» DATA FOR ANALYSIS
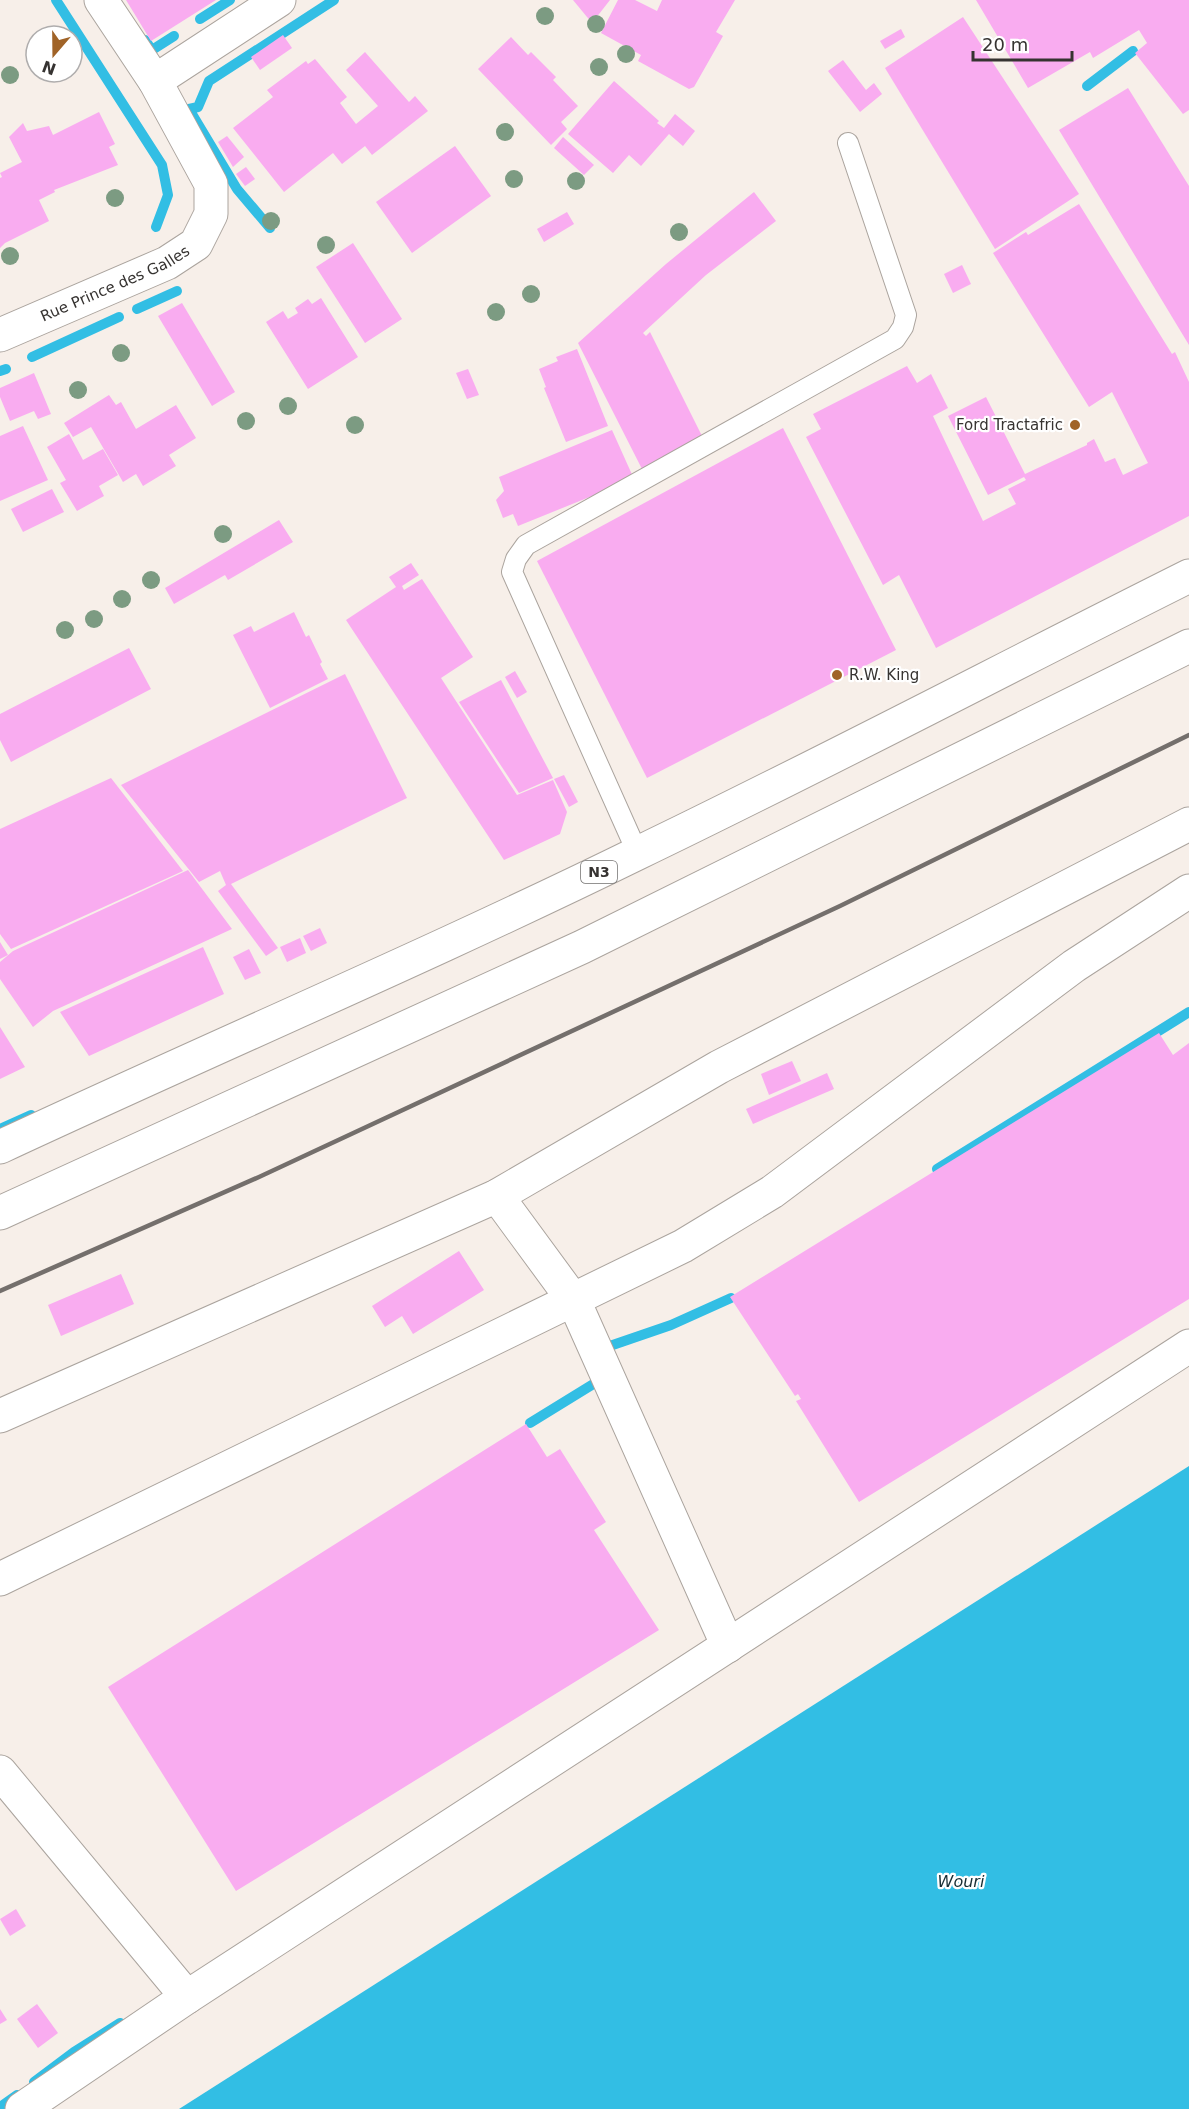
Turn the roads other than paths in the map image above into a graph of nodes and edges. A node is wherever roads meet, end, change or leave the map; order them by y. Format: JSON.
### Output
--
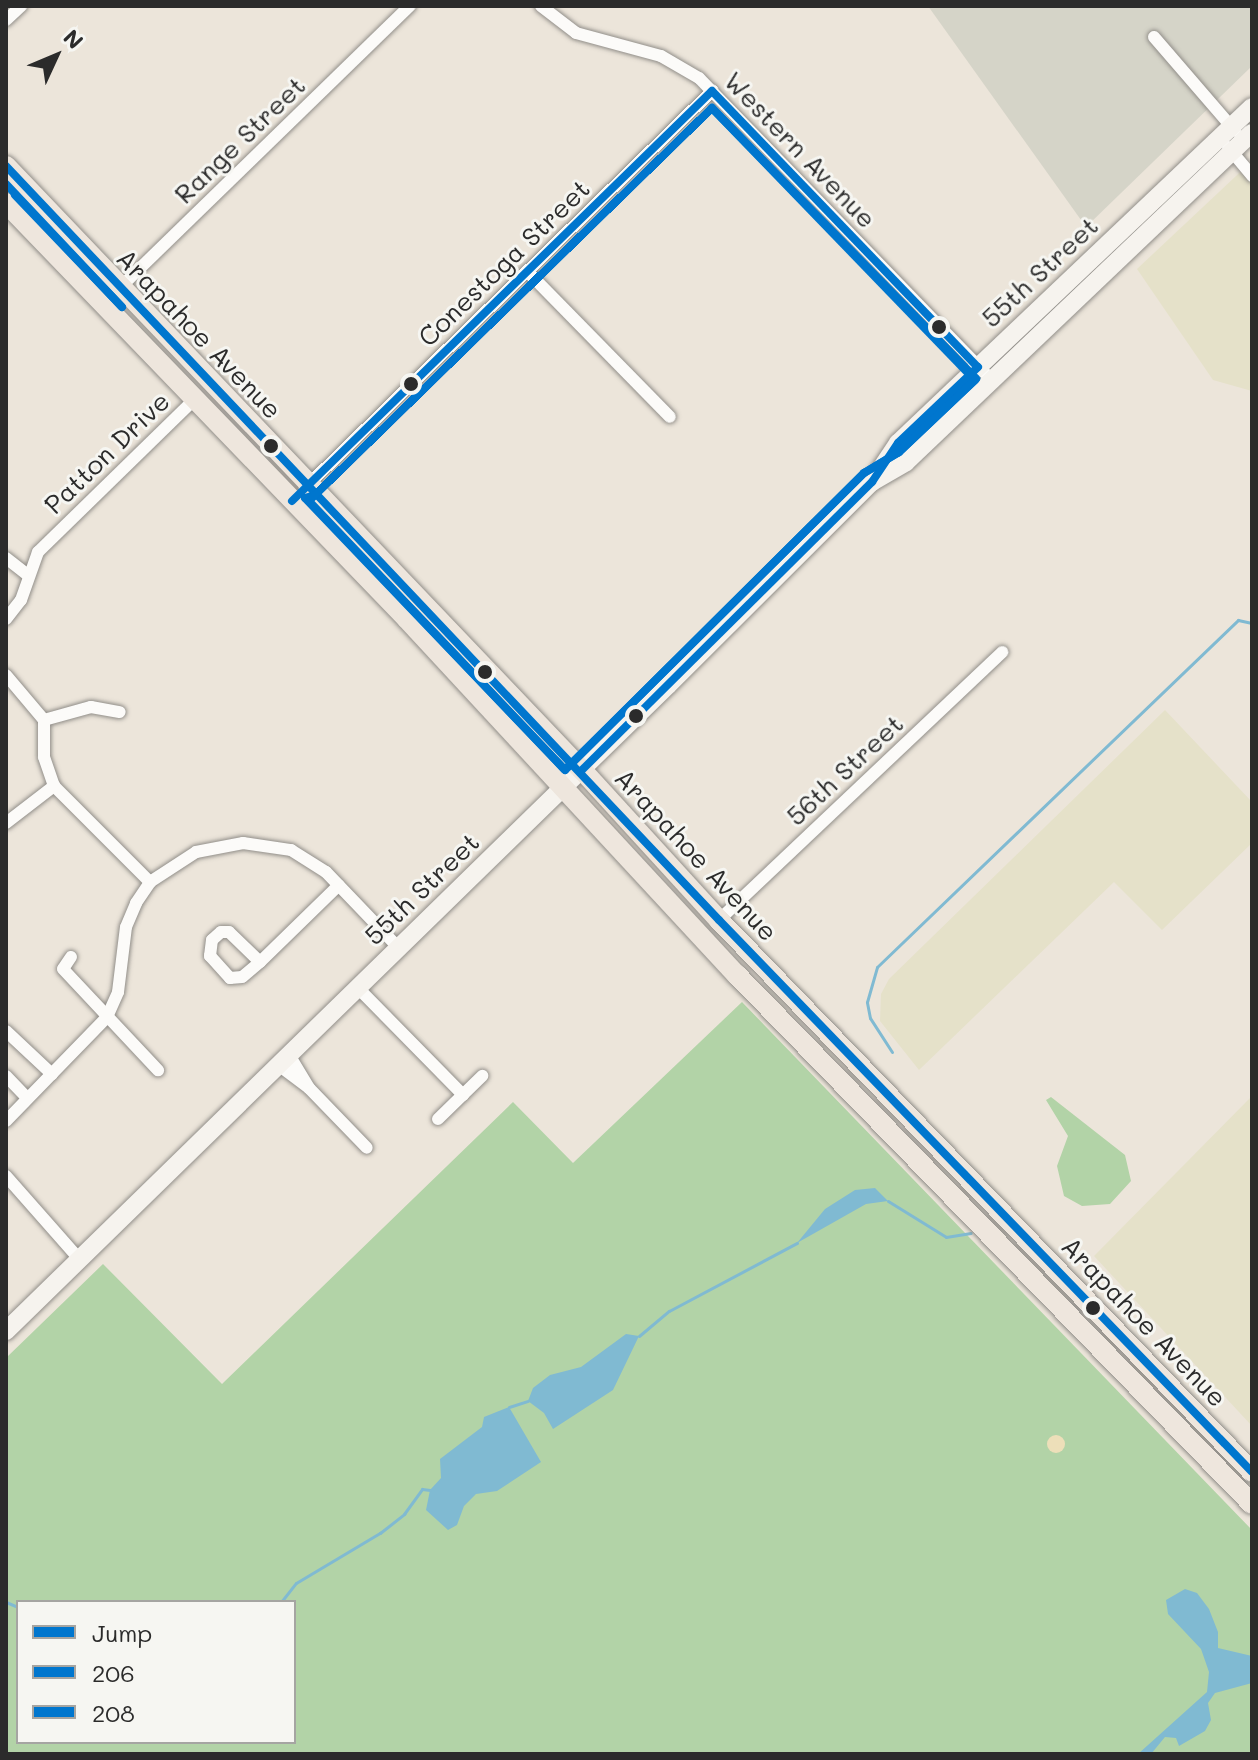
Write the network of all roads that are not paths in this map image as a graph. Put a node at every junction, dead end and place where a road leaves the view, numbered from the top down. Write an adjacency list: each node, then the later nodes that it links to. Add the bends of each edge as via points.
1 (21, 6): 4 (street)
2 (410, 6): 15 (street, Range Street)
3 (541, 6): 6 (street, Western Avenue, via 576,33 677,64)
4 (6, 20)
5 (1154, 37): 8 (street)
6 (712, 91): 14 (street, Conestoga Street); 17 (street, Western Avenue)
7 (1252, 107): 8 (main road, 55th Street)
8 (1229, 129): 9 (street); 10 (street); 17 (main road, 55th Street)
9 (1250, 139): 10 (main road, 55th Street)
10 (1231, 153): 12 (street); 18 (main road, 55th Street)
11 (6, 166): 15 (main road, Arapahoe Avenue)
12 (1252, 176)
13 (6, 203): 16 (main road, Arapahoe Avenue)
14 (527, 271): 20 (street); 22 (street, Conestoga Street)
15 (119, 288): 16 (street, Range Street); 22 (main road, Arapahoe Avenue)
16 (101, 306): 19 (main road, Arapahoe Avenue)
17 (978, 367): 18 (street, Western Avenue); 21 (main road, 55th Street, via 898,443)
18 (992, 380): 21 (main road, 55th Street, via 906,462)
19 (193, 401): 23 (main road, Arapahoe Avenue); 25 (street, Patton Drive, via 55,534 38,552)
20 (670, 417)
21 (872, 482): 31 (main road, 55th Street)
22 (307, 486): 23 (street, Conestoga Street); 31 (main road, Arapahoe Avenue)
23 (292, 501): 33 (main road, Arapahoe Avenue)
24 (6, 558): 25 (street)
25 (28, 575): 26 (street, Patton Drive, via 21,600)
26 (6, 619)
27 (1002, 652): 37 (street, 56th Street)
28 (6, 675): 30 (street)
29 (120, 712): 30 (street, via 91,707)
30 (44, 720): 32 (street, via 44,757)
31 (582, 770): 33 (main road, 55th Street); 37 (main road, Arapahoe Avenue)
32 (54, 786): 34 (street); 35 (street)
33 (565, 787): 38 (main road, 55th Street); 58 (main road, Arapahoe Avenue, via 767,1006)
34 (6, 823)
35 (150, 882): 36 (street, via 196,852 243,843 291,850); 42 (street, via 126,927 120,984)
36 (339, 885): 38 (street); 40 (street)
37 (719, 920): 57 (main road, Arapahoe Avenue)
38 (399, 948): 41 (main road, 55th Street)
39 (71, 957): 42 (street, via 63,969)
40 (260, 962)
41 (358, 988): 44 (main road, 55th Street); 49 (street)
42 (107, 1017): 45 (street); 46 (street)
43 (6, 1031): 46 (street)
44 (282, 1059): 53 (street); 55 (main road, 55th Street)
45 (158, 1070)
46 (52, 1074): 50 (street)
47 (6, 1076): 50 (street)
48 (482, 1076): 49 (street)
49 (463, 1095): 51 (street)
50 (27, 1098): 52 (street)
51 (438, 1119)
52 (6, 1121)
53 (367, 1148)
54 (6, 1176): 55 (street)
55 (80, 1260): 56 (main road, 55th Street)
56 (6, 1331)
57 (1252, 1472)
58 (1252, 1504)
--
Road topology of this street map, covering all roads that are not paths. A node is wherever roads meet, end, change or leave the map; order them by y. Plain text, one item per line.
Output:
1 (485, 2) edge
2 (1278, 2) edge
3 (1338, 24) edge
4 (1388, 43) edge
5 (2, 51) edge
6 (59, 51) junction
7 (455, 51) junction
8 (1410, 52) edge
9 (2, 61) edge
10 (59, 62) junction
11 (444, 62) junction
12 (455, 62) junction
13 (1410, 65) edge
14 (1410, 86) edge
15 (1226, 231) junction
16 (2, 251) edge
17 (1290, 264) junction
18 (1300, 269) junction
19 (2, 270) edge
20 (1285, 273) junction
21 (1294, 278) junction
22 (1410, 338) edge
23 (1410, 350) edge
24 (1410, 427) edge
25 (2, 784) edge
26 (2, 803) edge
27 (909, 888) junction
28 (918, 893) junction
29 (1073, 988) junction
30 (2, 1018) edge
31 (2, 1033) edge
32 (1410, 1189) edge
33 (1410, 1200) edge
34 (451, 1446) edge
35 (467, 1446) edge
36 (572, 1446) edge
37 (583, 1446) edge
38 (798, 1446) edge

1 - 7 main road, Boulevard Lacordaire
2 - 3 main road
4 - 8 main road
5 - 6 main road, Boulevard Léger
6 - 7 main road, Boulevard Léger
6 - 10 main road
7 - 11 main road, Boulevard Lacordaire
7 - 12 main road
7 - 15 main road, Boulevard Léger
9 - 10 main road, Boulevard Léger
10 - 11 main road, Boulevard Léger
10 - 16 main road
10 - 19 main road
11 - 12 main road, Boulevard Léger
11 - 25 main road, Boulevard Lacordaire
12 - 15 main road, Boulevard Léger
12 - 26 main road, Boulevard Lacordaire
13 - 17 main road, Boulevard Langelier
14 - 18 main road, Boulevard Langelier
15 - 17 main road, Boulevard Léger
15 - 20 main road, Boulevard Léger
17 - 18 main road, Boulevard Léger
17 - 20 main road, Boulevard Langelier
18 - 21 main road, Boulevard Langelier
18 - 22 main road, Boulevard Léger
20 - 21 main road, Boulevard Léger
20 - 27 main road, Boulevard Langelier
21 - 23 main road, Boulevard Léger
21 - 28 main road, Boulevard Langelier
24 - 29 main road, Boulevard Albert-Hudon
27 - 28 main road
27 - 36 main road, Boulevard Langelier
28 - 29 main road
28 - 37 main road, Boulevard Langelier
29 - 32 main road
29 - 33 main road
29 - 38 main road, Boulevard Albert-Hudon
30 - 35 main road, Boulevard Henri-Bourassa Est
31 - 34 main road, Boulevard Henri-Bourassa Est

» WORK REQUEST
Looking through the entries, count the lines that hold the word "meet" and state that count alone.

» COMPLETED EXERCISE
2